Requirement:
Each line of the data below that carries the word "wrist" needs to be copied.

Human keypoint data
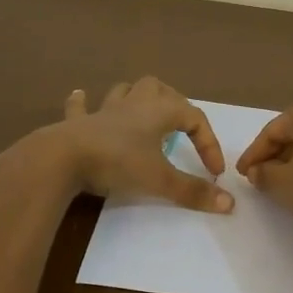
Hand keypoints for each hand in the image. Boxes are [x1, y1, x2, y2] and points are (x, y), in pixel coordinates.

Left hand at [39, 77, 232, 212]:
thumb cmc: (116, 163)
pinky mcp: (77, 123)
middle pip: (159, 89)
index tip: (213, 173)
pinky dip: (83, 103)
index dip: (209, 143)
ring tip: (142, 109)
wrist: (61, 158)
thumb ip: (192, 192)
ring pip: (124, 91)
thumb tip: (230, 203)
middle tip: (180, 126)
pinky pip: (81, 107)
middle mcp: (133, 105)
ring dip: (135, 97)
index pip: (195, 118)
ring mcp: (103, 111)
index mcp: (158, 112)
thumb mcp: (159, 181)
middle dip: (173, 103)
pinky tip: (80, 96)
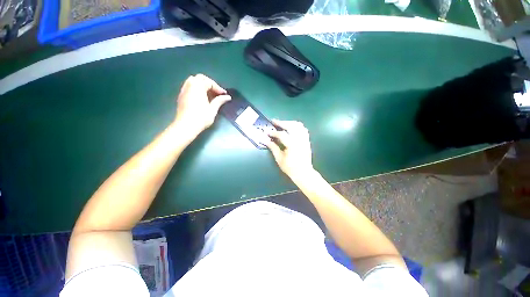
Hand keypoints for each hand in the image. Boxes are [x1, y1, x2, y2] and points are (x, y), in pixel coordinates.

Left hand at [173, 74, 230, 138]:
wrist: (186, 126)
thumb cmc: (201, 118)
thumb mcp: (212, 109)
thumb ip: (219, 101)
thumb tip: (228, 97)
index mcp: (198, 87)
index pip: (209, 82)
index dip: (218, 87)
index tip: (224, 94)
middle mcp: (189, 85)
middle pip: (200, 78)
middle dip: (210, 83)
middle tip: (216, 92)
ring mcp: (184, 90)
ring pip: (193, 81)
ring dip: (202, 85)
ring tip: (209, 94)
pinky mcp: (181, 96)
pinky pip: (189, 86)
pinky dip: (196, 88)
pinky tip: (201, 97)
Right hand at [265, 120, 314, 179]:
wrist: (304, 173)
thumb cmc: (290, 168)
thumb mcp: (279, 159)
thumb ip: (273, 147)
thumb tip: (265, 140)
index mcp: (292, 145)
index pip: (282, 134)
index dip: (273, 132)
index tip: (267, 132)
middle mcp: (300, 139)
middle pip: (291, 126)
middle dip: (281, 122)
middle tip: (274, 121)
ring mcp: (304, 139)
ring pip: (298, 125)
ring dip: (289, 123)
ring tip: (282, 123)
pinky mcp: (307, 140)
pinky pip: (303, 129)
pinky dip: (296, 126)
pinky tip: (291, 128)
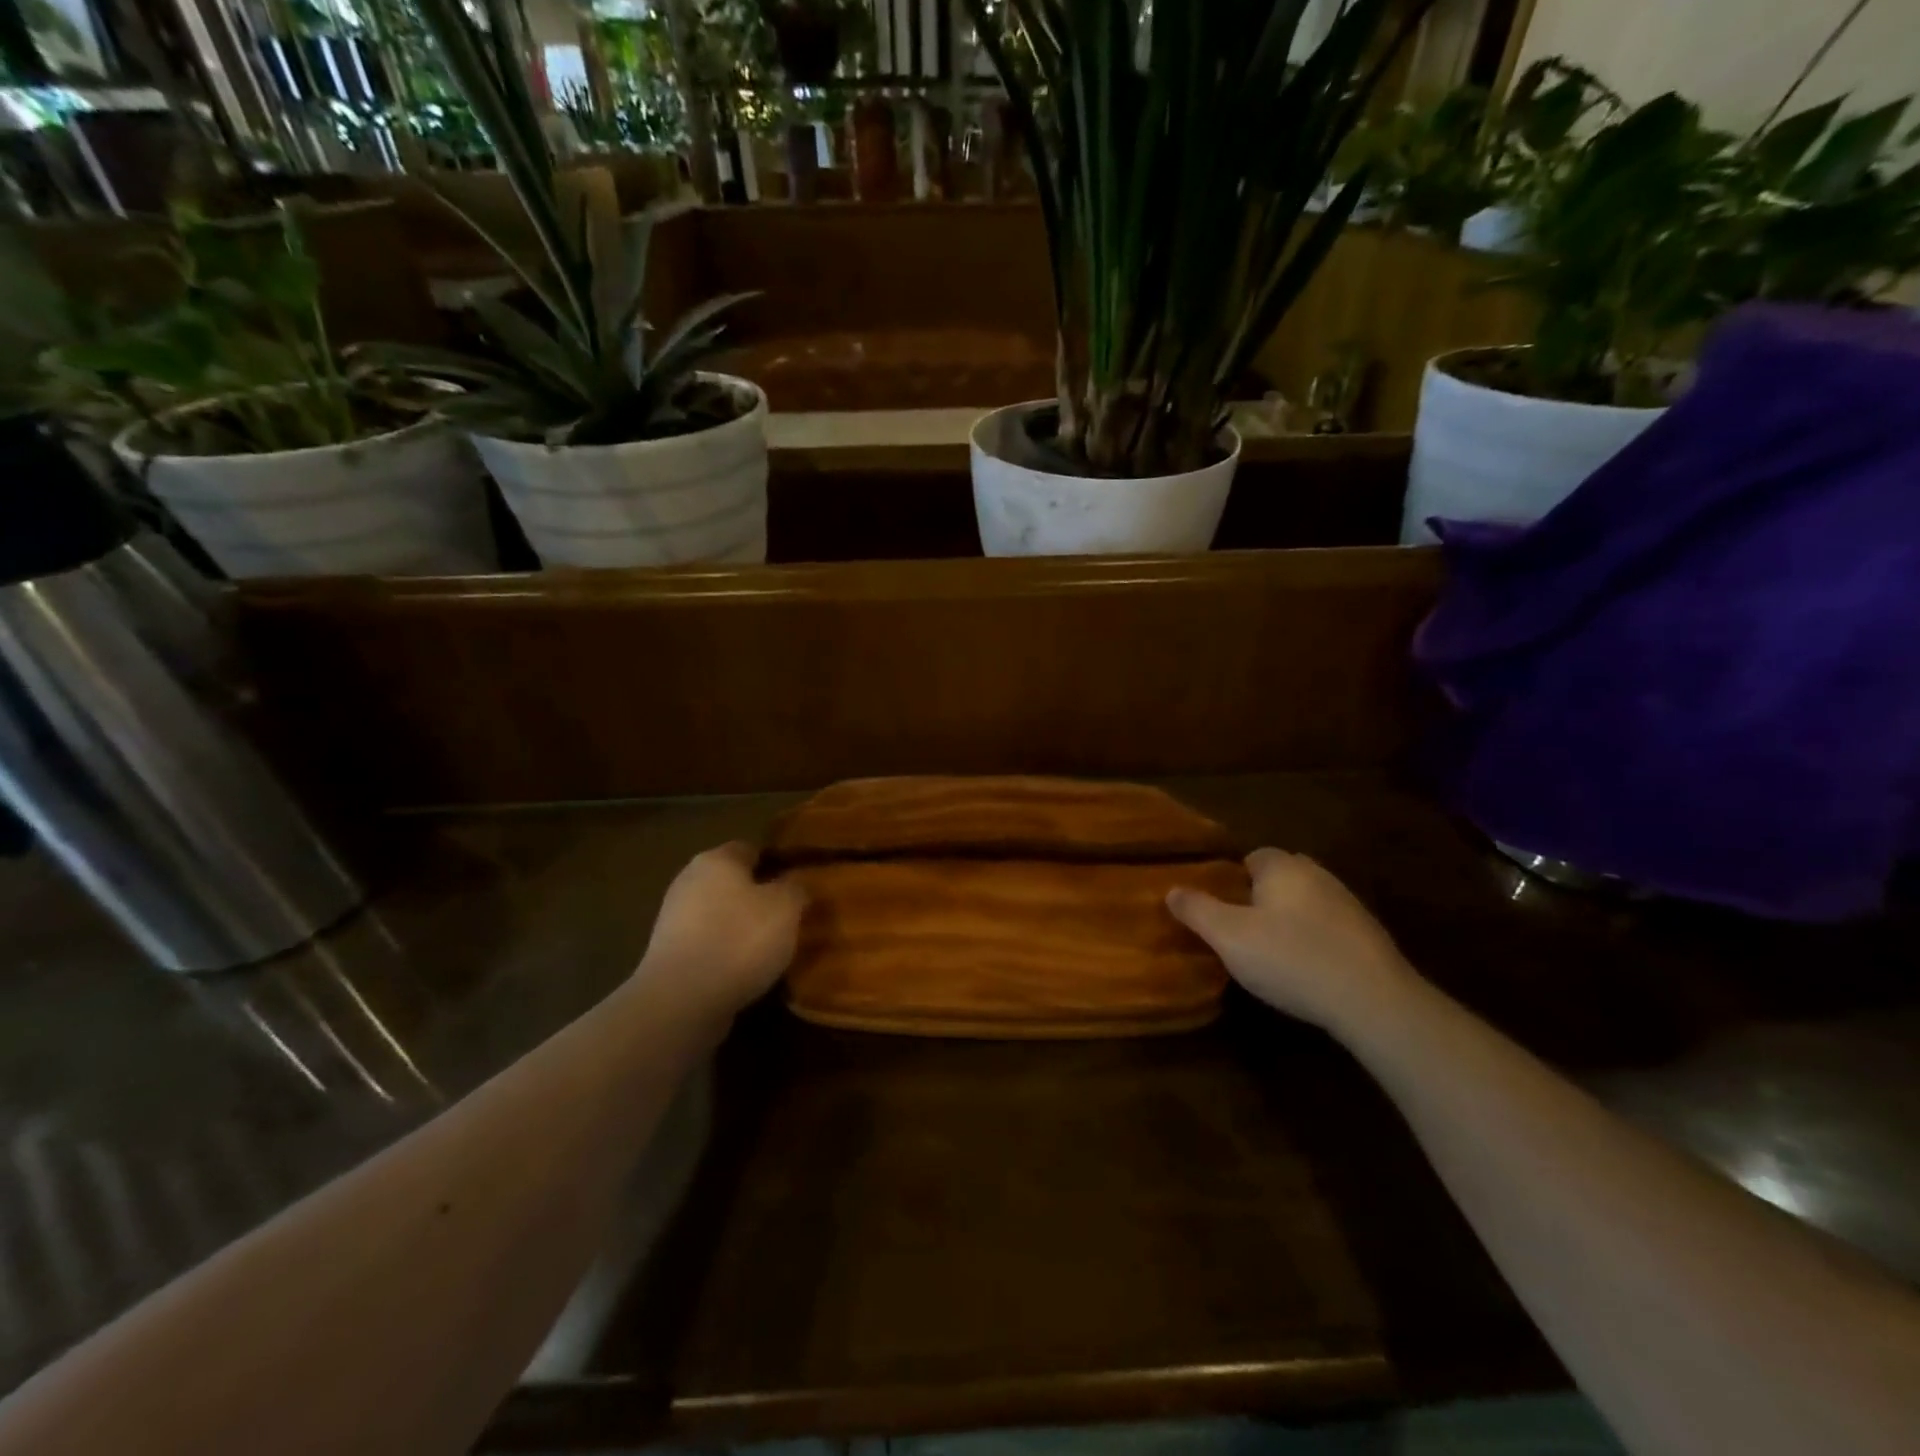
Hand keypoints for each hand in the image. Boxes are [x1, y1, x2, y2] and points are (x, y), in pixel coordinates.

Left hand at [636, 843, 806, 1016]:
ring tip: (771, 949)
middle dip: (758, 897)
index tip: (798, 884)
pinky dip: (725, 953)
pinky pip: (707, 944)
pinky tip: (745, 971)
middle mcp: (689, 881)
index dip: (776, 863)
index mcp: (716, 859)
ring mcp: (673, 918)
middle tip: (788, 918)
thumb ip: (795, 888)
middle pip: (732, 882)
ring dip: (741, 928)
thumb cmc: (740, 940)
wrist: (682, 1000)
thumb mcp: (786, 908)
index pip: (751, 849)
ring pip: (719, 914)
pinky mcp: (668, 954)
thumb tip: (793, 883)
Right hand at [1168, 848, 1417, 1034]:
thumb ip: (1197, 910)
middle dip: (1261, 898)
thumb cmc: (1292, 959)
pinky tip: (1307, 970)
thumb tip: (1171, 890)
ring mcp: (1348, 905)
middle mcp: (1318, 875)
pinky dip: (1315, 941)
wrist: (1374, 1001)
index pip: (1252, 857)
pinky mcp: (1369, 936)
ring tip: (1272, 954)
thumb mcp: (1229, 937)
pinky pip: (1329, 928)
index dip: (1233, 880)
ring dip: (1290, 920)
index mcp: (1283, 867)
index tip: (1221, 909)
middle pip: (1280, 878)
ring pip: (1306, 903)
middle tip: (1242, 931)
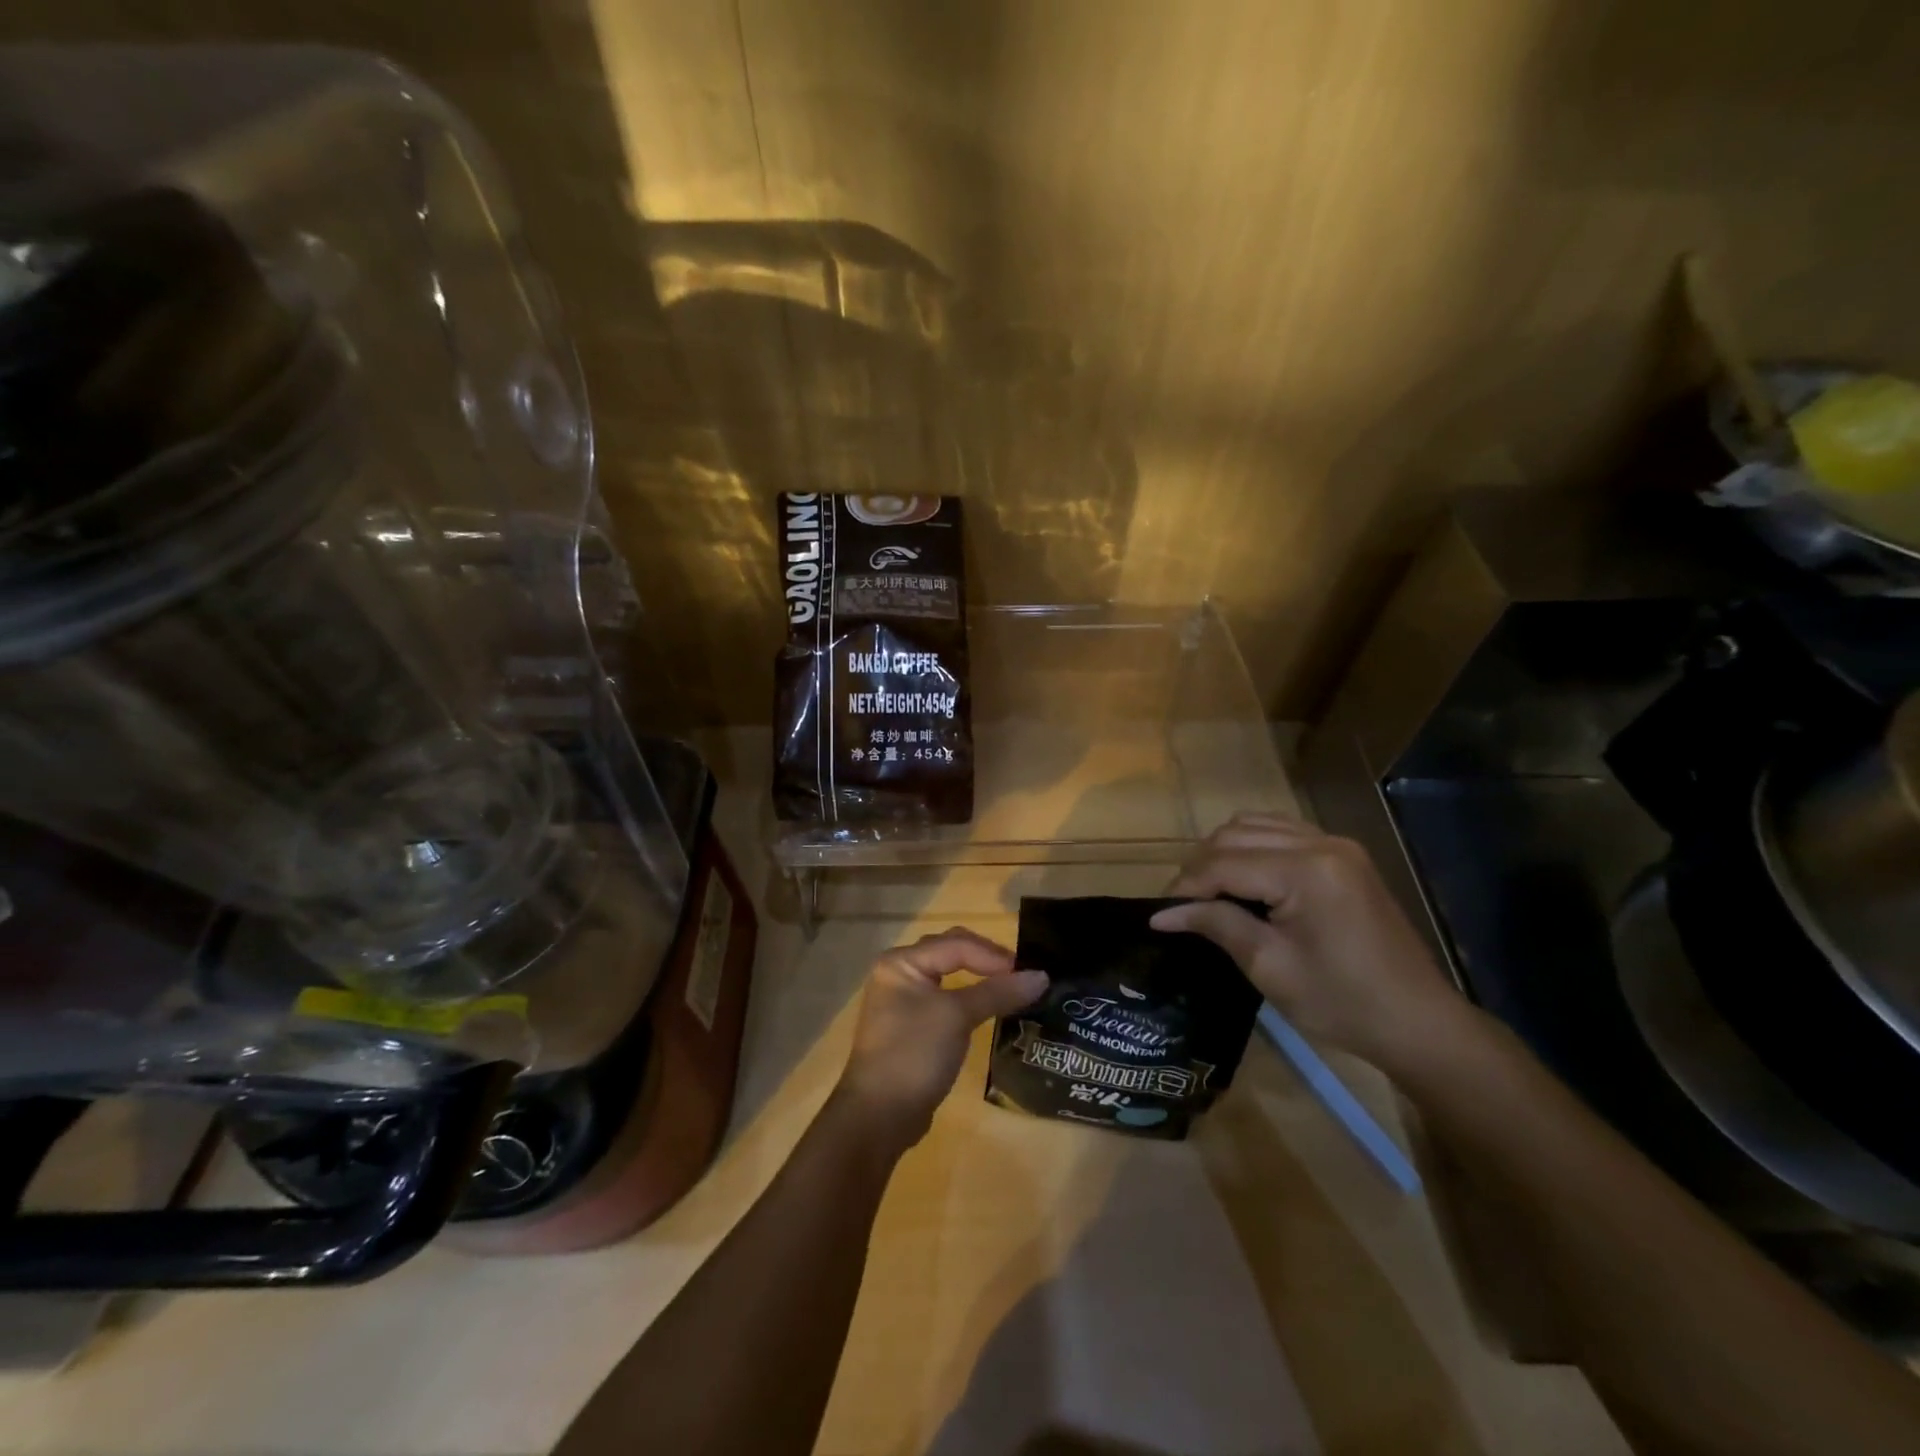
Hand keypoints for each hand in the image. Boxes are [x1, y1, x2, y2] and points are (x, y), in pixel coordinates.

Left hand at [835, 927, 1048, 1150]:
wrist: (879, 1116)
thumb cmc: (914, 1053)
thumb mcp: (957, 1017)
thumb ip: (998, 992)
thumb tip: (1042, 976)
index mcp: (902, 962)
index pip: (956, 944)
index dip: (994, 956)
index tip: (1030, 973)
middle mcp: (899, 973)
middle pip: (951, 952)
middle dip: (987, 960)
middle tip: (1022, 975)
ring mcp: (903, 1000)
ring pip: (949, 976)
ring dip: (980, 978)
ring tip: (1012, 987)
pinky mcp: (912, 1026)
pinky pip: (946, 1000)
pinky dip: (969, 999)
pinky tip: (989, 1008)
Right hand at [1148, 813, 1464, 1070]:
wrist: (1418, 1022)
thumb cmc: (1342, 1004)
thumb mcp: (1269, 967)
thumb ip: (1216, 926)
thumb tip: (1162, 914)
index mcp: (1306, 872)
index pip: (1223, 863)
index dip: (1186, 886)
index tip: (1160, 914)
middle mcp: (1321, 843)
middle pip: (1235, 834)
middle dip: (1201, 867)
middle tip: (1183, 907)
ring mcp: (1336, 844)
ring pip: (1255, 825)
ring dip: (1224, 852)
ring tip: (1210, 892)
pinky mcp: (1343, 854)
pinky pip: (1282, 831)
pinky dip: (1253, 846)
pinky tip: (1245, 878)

Exercise response:
wrist: (61, 158)
wrist: (186, 126)
wrist: (304, 173)
wrist: (682, 1000)
wrist: (1374, 1001)
wrist: (879, 1116)
wrist: (1418, 1022)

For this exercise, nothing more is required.